A data page can (potentially) store multiple records. The data record
itself stores a Blob ID only, a pointer to the first page where the blob
data is stored.

Blob pages never store data for multiple blobs. So, taking a 73 Kb blob,
it will need 19 pages (76 Kb), since the first 72 Kb will need 18 pages and
the engine must store the last 1Kb on a new page. (In fact, these numbers
are not exactly like this, since each page uses some bytes for its header
data...)

Once a page has been assigned a page type, it remains as that type of page,
even after its data has been deleted. So, after garbage collection, an
empty blob page becomes available for use in storing another
blob. Likewise, an empty data page becomes available for storing another
record.

You can read all about the different page types here:

http://www.ibphoenix.com/main.nfs?a=ibphoenix&page=ibp_expert2

However, the crucial thing here is garbage collection, because of
Firebird's multi-generational architecture. When a client updates a
record, the engine stores both the old and the new version. Until the new
version of the record is committed, both versions are active. The
transaction that updated the record works with the new version, while all
other transactions continue to see the old one. After the client commits
the new version, a "delta copy" of the old record persists in the system
until the automatic garbage collection deletes it and releases the space.
The same preservation occurs when you delete a record and commit it.

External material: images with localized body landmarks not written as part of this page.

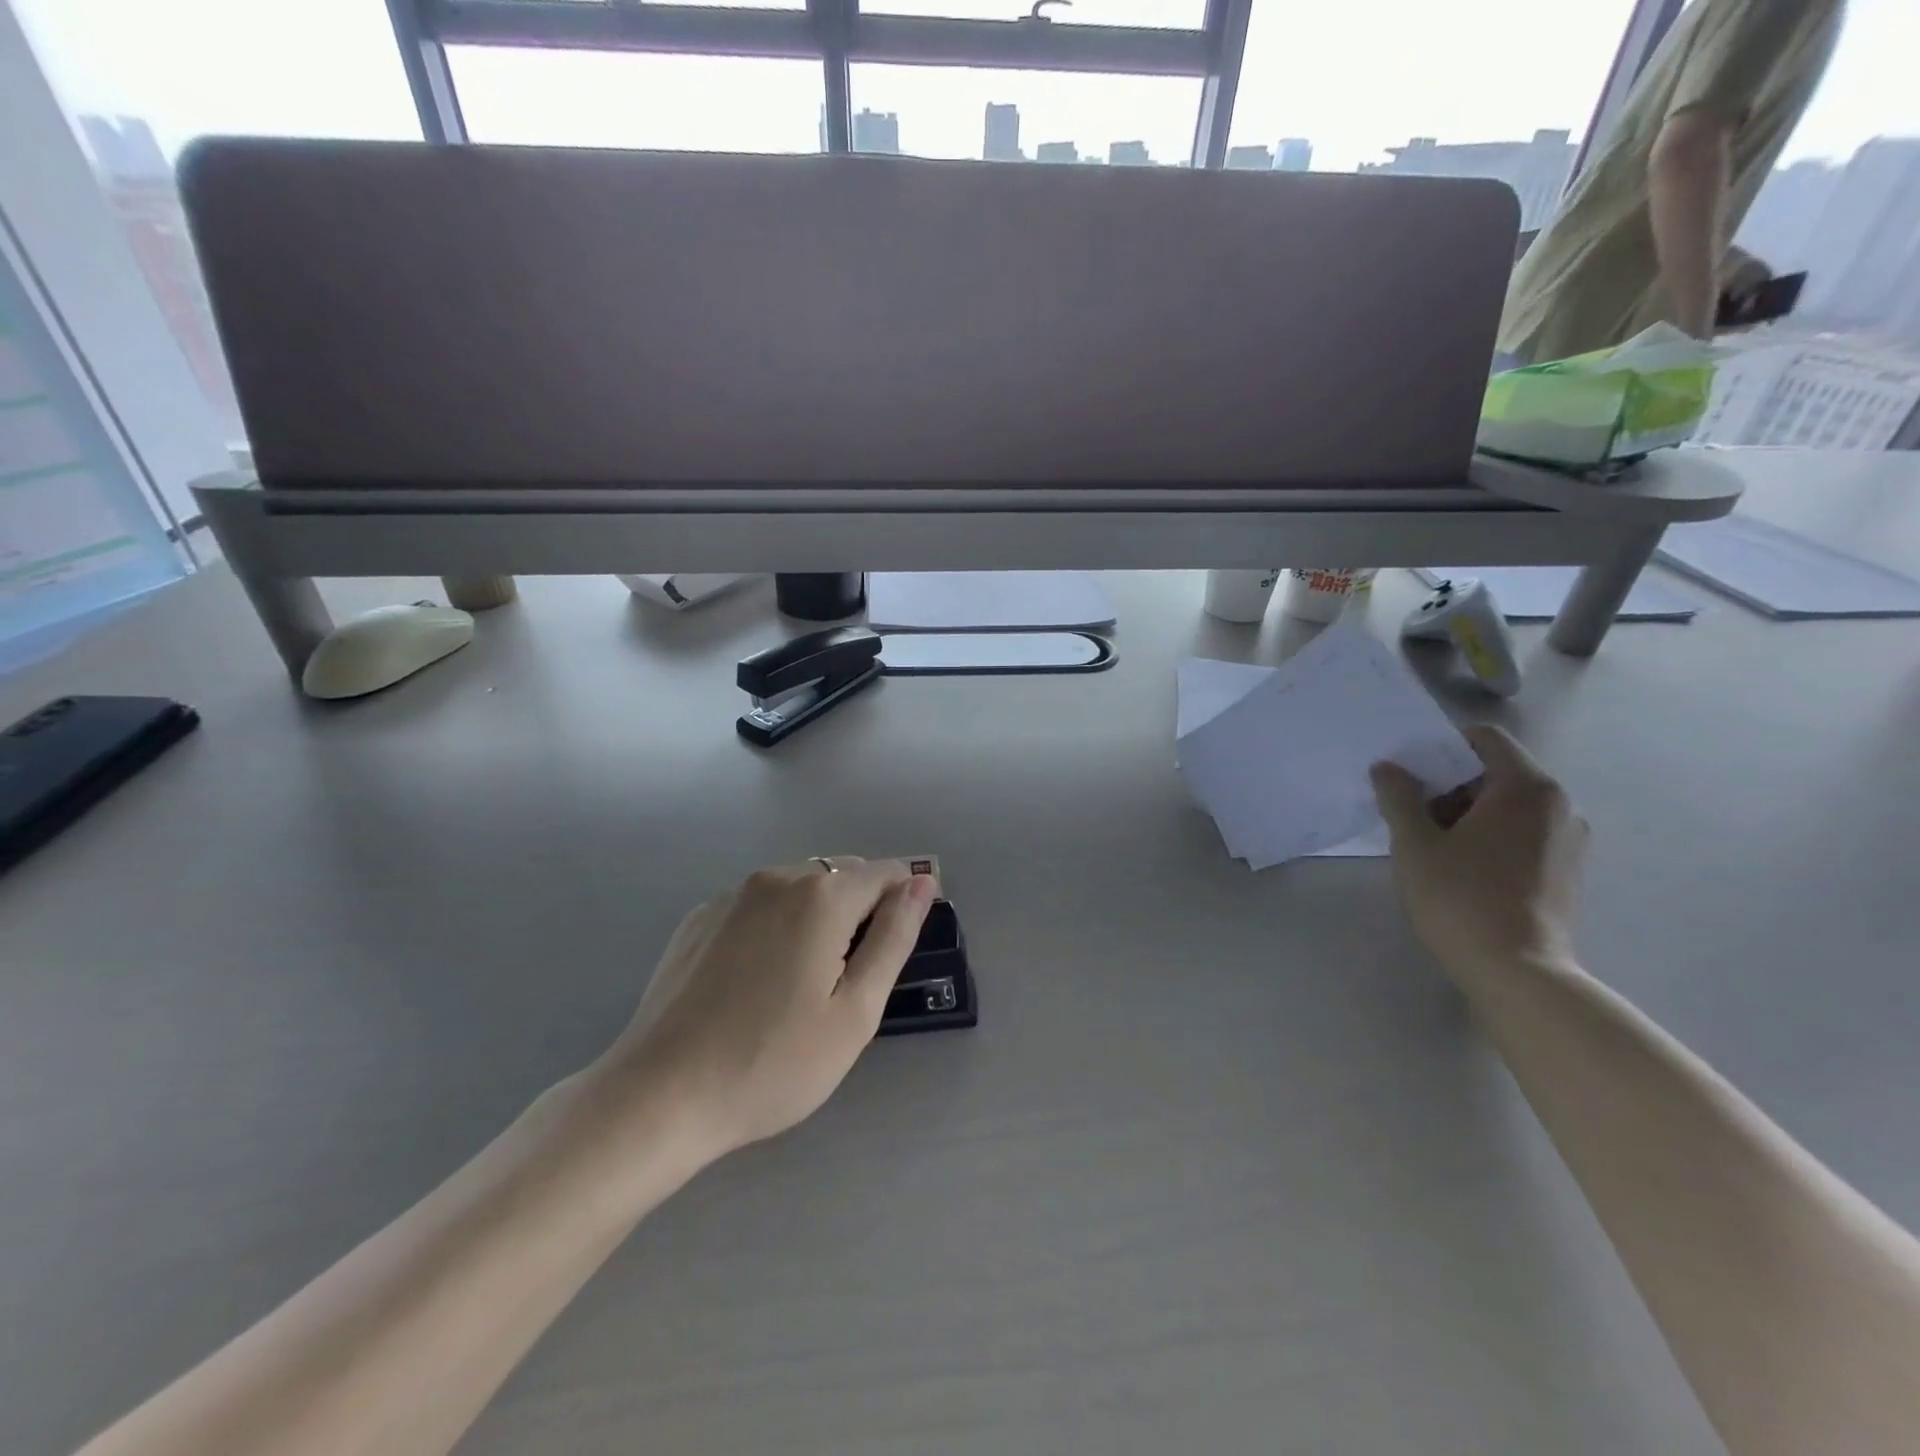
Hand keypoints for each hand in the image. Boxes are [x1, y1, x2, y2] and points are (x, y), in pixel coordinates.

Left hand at [601, 858, 936, 1158]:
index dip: (905, 902)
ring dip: (818, 915)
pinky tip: (757, 979)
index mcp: (822, 896)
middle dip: (861, 910)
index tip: (898, 949)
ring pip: (799, 886)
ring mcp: (732, 895)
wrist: (659, 1097)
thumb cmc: (773, 1063)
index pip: (887, 872)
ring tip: (802, 982)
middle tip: (849, 980)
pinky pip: (758, 904)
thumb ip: (893, 937)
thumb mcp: (855, 1011)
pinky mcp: (700, 917)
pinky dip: (776, 924)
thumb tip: (922, 883)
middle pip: (842, 874)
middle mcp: (777, 877)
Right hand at [1370, 725, 1587, 978]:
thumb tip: (1388, 768)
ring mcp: (1569, 841)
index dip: (1442, 748)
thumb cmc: (1460, 898)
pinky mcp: (1568, 872)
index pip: (1485, 739)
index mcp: (1526, 788)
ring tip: (1434, 848)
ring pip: (1509, 806)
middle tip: (1413, 816)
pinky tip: (1463, 871)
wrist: (1518, 972)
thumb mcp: (1414, 844)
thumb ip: (1399, 797)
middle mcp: (1559, 806)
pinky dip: (1492, 838)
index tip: (1411, 775)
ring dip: (1469, 814)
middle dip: (1451, 786)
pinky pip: (1523, 835)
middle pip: (1497, 773)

Garbage collection cannot clean up and free these old versions if there is
any uncommitted transaction anywhere that is still interested in the old
version. There are some undesirable programming practices around that
cause old record versions to remain "interesting" unnecessarily for long
periods and to resist garbage collection, sometimes indefinitely. As well
as keeping that unused disk space unavailable for storing new data, it can
have some really bad effects on resource usage. These problems won't be
solved unless the programmer addresses them.

There is no "compact" operation that you can do on a Firebird database
because, unlike Access, etc., which are file-base data stores, there is no
correlation between a record and a physical file location that is known to
the operating system's file system. If you have a database file that grows
extraordinarily because ineffective transaction management by client
applications, or even because of users who end their database sessions by
hitting the "Off" switch, you will accumulate garbage that may never be
collected. To "compact" such a database requires a backup and restore.

I'll add some comments about storing blobs in databases in another posting.

./heLen